As always, when in layman’s fashion I stumble upon some interesting notion (as I did with the idea of how “reincarnation” might feel absent a divine force, in a completely material universe) it’s fascinating to learn how that notion gets explored in more academic circles. In this case I had mused a bit about the relationship between religion, science, and poetic language, and was pleased and intrigued to read Robert Sapolsky’s essay on the biological underpinnings of metaphor:
Symbols, metaphors, analogies, parables, synecdoche, figures of speech: we understand them. We understand that a captain wants more than just hands when he orders all of them on deck. We understand that Kafka’s “Metamorphosis” isn’t really about a cockroach. If we are of a certain theological ilk, we see bread and wine intertwined with body and blood. We grasp that the right piece of cloth can represent a nation and its values, and that setting fire to such a flag is a highly charged act. We can learn that a certain combination of sounds put together by Tchaikovsky represents Napoleon getting his butt kicked just outside Moscow.
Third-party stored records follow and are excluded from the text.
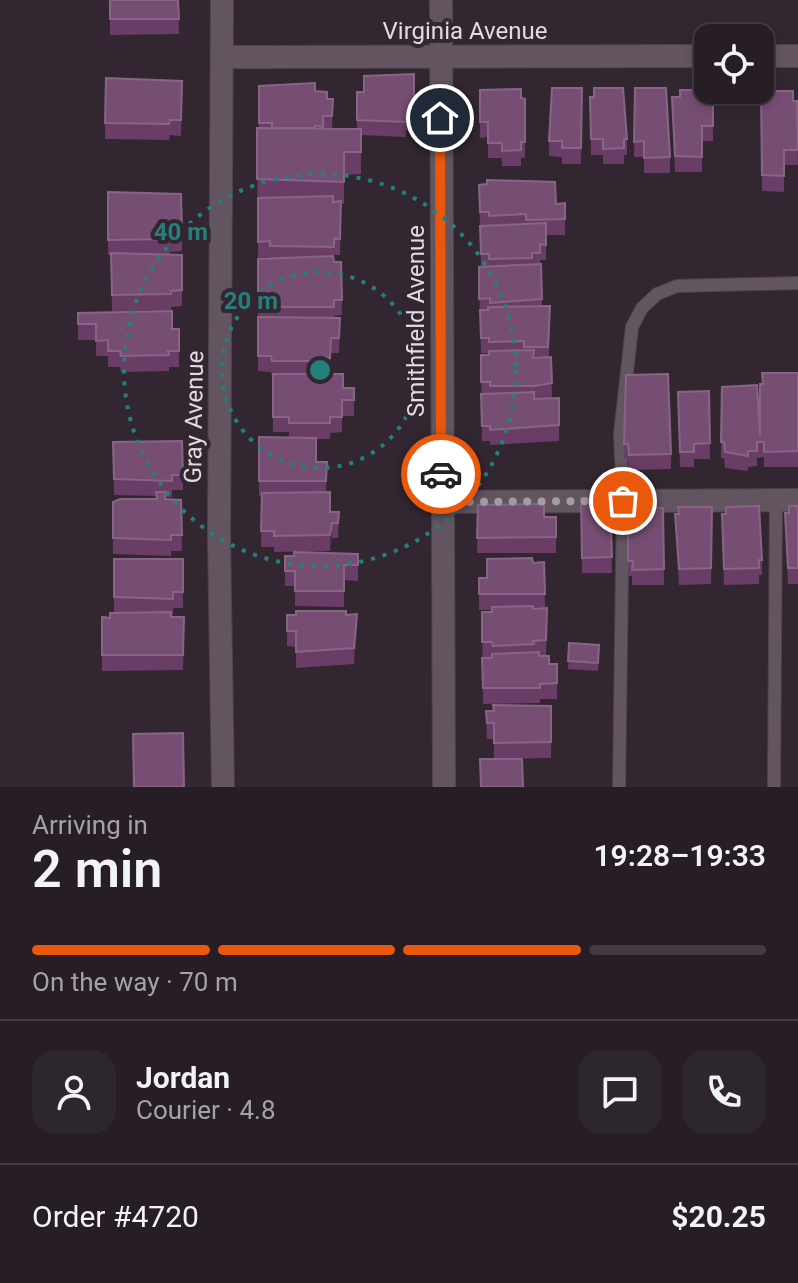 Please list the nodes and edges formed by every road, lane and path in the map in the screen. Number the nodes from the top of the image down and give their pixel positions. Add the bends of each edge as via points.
1 (222, 0) edge
2 (441, 0) edge
3 (694, 56) edge
4 (774, 56) edge
5 (798, 56) edge
6 (222, 57) junction
7 (439, 57) junction
8 (798, 283) edge
9 (787, 500) edge
10 (623, 501) junction
11 (440, 502) junction
12 (223, 787) edge
13 (444, 787) edge
14 (619, 787) edge
15 (774, 787) edge

1 - 6 street, Gray Avenue
2 - 7 street, Smithfield Avenue
3 - 7 street, Virginia Avenue
4 - 5 street
6 - 7 street, Virginia Avenue
6 - 12 street, Gray Avenue
7 - 11 street, Smithfield Avenue
8 - 10 lane via 677,286 642,308 632,327 625,367
9 - 10 street
9 - 15 lane
10 - 11 street
10 - 14 lane
11 - 13 street, Smithfield Avenue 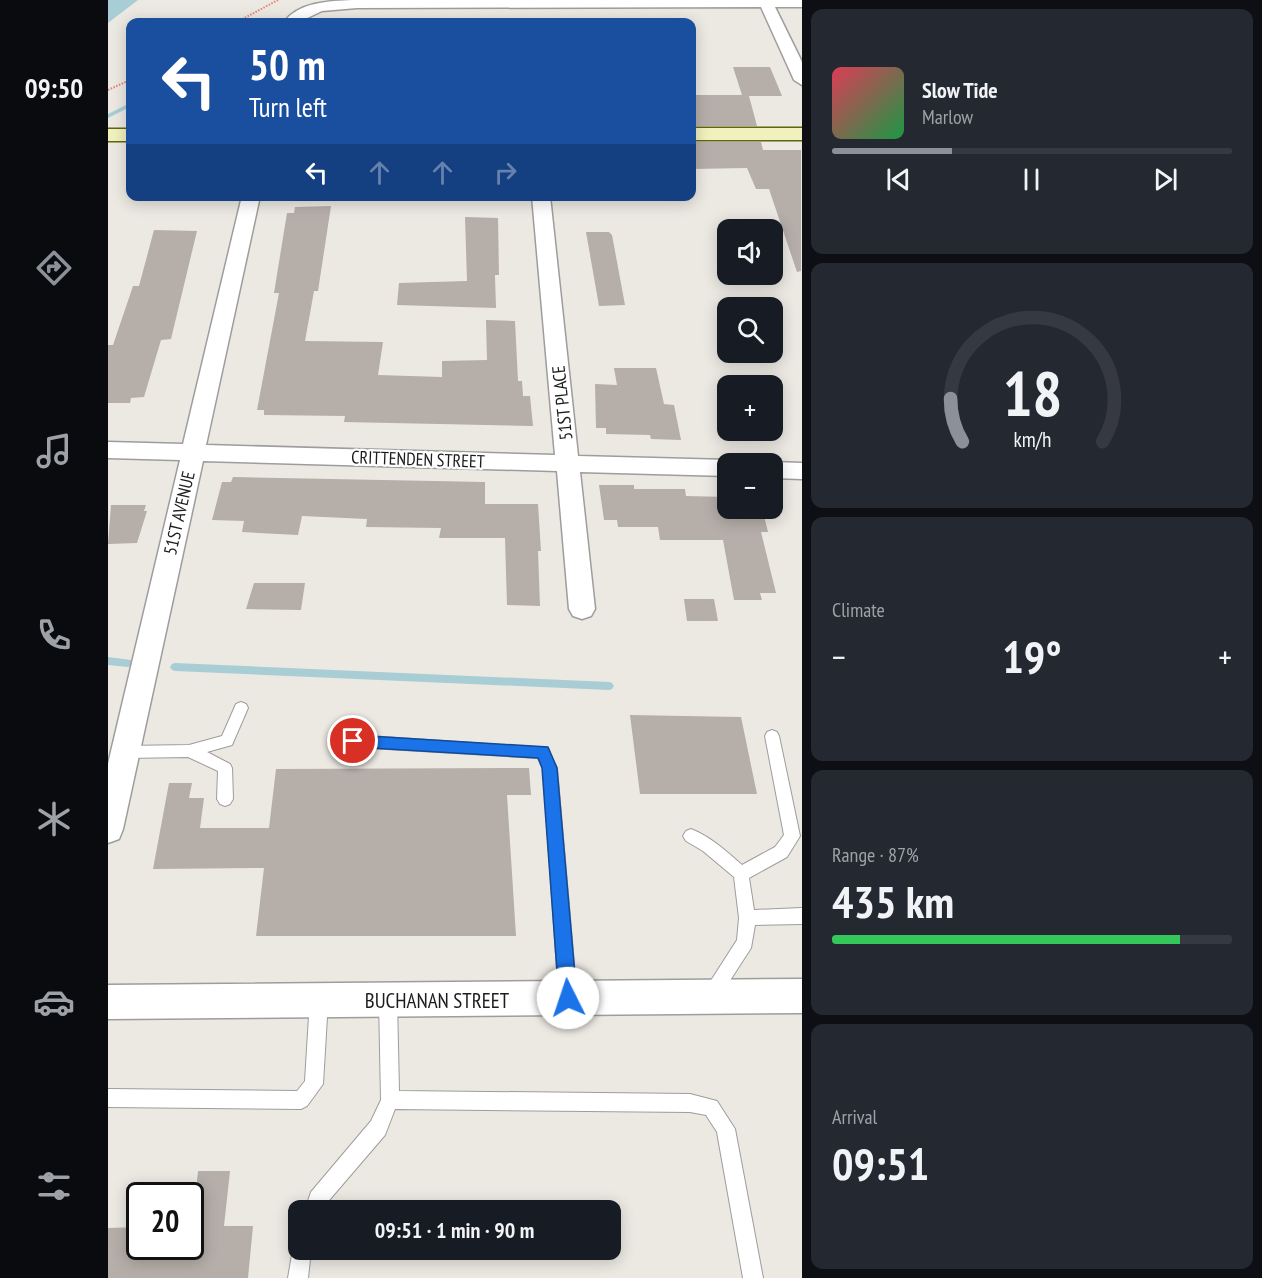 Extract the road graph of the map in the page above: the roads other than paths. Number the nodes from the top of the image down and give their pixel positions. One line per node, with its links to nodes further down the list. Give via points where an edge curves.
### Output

And that the name “Napoleon,” in this case, represents thousands and thousands of soldiers dying cold and hungry, far from home.
And we even understand that June isn’t literally busting out all over. It would seem that doing this would be hard enough to cause a brainstorm. So where did this facility with symbolism come from? It strikes me that the human brain has evolved a necessary shortcut for doing so, and with some major implications.